A few months after her wedding, Zeenat had heard from Aunty Khayroon’s daughter-in-law that Ridwaan had crossed over the seas to the UK to work in a biscuit factory his uncle owned.
Some time after, she was told he was planning to return to South Africa and settle in Cape Town.
News of him petered off as the bonds lost their stretch to passing years and families relocating to suburbs many kilometres off from Papa Seedat sneezing and Uncle Joe saying yarhamukallah from four doors away.
In families trying to put more space around them, there was no preventing the spaces that had sprung up between them. That’s how Zeenat felt, anyway.
No one visited anyone anymore. Scattered phone calls, weddings, births and deaths afforded the only times to reconnect. That she had become something of a recluse didn’t help things along either. But that was out of her own sense of shame, what excuse did other people have?
Now, she slept in on Sundays; a luxury even her late mother had begun to appreciate in her advancing years.
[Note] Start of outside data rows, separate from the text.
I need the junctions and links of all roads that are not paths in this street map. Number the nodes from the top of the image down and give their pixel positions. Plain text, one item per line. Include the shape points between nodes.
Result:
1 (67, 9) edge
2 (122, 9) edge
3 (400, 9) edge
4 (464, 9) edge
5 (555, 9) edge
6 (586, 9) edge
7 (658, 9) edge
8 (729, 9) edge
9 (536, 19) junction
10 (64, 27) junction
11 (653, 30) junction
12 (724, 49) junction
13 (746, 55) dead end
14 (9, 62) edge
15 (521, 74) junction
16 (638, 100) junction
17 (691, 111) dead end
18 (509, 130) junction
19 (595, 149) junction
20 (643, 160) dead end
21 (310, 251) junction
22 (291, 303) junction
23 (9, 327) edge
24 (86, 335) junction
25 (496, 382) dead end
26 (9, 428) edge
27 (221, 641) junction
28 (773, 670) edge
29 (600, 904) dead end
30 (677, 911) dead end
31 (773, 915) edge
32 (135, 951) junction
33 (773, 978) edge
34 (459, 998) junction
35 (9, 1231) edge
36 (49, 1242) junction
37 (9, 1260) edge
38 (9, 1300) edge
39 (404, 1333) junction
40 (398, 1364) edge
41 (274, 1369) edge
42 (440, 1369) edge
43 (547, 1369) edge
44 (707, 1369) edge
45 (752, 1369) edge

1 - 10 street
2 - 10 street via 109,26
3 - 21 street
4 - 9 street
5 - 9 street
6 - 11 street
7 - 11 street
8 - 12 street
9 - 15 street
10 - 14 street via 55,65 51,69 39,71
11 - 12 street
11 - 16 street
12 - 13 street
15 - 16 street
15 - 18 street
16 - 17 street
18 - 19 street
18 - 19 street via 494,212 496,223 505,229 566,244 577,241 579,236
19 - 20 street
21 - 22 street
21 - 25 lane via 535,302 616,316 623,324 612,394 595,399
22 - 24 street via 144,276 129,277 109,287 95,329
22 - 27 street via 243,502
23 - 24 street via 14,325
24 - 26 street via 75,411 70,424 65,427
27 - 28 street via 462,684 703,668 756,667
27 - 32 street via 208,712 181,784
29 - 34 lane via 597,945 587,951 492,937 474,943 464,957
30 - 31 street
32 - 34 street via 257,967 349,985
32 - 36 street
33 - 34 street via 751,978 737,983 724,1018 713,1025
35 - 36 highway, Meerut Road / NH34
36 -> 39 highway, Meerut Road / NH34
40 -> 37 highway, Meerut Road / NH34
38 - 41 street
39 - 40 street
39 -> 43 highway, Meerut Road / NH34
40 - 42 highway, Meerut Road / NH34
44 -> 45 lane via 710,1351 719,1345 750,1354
When Shakira told her that Ismail’s parents would be coming over to visit on Sunday afternoon, Zeenat made sure she greeted the morning in good time. Her ear tingled uncomfortably from an accidentally slept-on folded pinna. This made her think of Nisa and her cheese-curl toes. She would call her sister after the visit. As adults, they made better friends.
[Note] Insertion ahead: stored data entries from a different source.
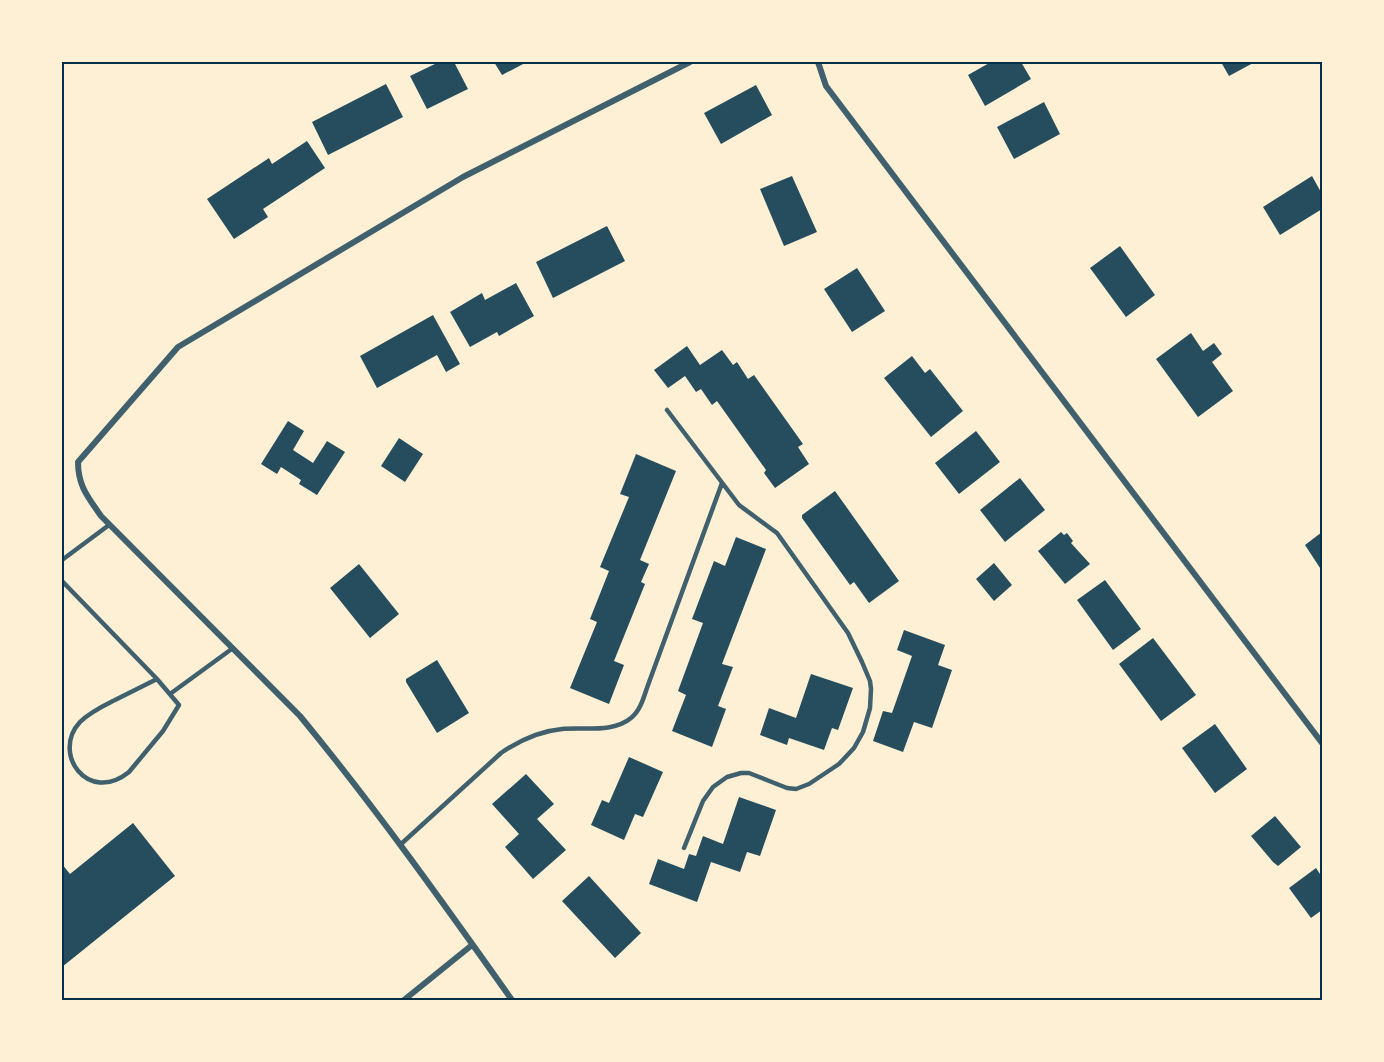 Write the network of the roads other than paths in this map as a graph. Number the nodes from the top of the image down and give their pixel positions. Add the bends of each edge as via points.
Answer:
1 (690, 62) edge
2 (818, 62) edge
3 (667, 410) dead end
4 (722, 483) junction
5 (109, 525) junction
6 (62, 560) edge
7 (62, 581) edge
8 (233, 648) junction
9 (157, 679) junction
10 (171, 694) junction
11 (1323, 743) edge
12 (400, 845) junction
13 (684, 848) dead end
14 (472, 945) junction
15 (404, 1000) edge
16 (512, 1000) edge

1 - 5 street via 463,177 178,347 78,462 78,476 86,495
2 - 11 street via 833,96
3 - 4 lane
4 - 12 lane via 636,713 615,726 561,729 511,746
4 - 13 lane via 739,505 777,533 848,633 867,674 871,699 863,732 839,764 796,789 748,773 727,777 703,801
5 - 6 lane
5 - 8 street
7 - 9 lane
8 - 10 lane
8 - 12 street via 300,716
9 - 10 lane
9 - 10 lane via 92,712 79,723 71,736 70,754 80,772 101,783 116,780 129,771 179,705
12 - 14 street
14 - 15 street
14 - 16 street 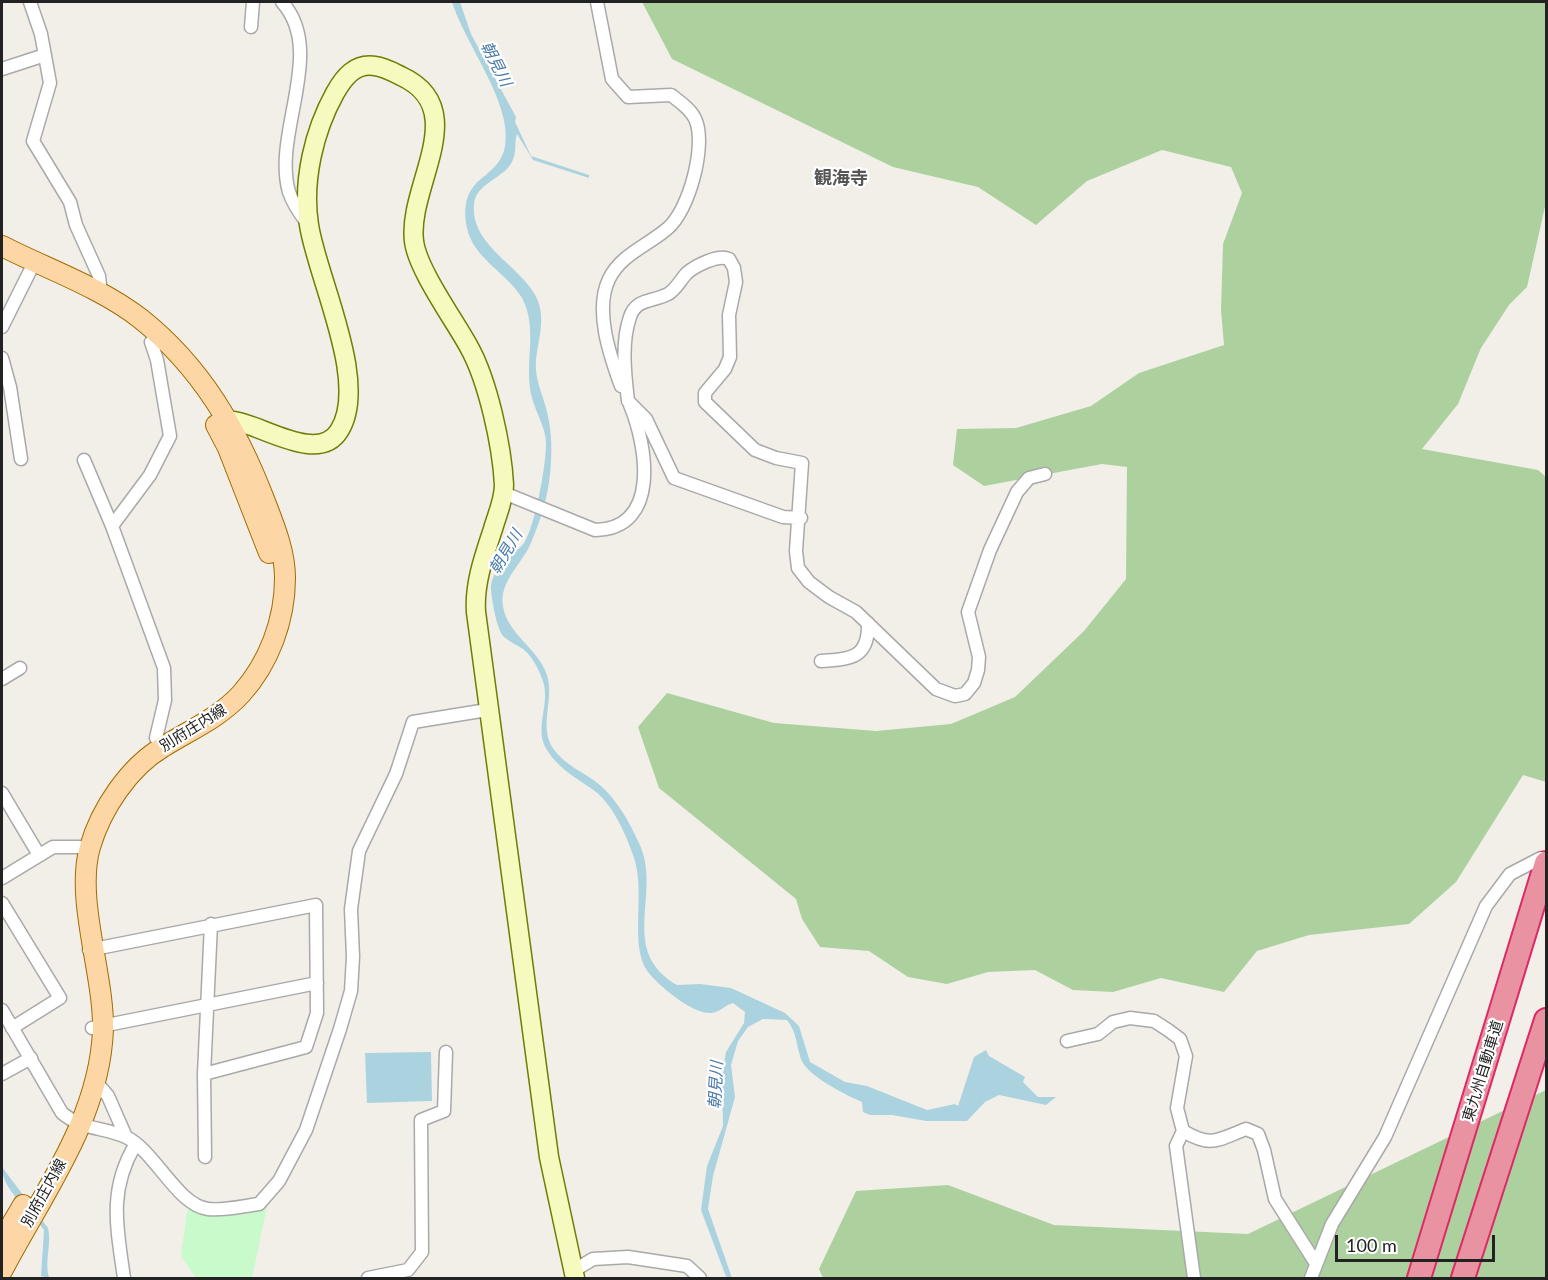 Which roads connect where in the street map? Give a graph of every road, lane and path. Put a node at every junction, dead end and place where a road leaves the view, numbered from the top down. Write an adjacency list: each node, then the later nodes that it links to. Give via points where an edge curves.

She’d once confided in Nisa her concerns about Shakira
Her daughter never spoke about boys. No one called the house. There were no furtive midnight conversations on her cellphone. No one ever picked her up from a few blocks down so that her parents wouldn’t see. And it was not that they were too strict with their daughter. They believed they’d raised her with a decency and common sense that often eluded her peers. Shakira was not denied any freedoms. She just wasn’t interested.
‘Nisa, do you think Shakira could be gay?’
‘Hai, don’t say such things.’

Zeenat was used to living by tip-toe between eggshells. It did seem God had let her off too easy that time; a lesbian daughter would’ve been rather fitting.